Opinion of the Court

BARRY, Judge.

This matter was remanded to reconsider the amount of wages to be assigned for child support. Jones v. Thibodeaux, 488 So.2d 945 (La. 1986).

Jones’ interpretation of La.R.S. 13:3881 (as amended in 1980 and 1981), is that up to 50% of defendant’s wages is subject to assignment.

The trial judge stated:

It’s quite obvious that he (defendant) has a difficult time paying $350 a month for the support of the legitimated child and he has two other children, I understand, that were legitimate, even though one is living with him.

Based on the trial court’s determination of hardship, we feel an amount less than maximum is appropriate. We therefore reaffirm the $350.00 monthly support obligation and apply any additional sum up to 40% of defendant’s wages to past due support. This would result in a “reasonable reduction of the past due support.”

Although the trial court decided (for no factual reason) that defendant’s net income was approximately $1,500.00 a month, defendant admitted prior to trial that his net monthly income was $1,732.98. Thus, the 40% assignment is based on that amount.

AMENDED; AFFIRMED.

Dissenting Opinion

REDMANN, Chief Judge,

dissenting in part.

I concur in limiting the mother’s assignment to something less than 50% of the father’s disposable earnings, because he has two other children to support (and, much less important, his “past due child support” is not the result of a refusal or neglect to pay weekly or monthly support *249that had been previously ordered by a court).

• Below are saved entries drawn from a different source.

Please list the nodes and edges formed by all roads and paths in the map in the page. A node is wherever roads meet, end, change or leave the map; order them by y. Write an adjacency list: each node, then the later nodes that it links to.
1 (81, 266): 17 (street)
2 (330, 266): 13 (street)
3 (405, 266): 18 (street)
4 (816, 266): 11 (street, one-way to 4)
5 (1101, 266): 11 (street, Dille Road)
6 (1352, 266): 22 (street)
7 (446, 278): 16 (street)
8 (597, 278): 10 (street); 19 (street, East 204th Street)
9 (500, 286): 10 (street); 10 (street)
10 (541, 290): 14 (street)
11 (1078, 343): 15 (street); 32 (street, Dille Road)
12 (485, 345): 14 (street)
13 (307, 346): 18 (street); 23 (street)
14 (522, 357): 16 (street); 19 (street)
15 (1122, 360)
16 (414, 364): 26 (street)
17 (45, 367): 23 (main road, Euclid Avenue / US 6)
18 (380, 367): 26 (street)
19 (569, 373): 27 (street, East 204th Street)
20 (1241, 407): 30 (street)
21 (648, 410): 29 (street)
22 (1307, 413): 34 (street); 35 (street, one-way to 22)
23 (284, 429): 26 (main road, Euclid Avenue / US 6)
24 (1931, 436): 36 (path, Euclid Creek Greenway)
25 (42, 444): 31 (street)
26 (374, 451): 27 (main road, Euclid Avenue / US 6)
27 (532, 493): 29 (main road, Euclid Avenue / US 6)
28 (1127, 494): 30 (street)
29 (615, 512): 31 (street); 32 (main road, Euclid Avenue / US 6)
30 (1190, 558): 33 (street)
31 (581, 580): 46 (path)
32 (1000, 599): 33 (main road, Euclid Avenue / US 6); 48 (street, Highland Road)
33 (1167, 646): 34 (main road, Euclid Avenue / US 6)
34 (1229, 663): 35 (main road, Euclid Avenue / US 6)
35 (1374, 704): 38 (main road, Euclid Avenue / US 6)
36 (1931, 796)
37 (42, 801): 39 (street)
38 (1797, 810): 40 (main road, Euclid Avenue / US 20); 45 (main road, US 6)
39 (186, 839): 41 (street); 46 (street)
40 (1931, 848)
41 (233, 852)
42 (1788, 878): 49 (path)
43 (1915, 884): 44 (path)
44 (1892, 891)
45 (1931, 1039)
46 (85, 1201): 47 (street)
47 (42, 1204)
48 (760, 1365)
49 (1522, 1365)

Although I would prefer to have the trial judge set the assignment percentage, I further concur that, as a necessary temporary measure to provide the mother immediate relief, the assignment of 40%— nearing the maximum assignable under our circumstances — until the “past due” $12,-600 is paid is reasonable.

But I would have our decree grant leave to the trial judge to alter that percentage at any time, even immediately, after weighing the relative positions of the two parents, while átill accomplishing “some reasonable reduction of the past due support” as the supreme court ordered. To that extent I dissent.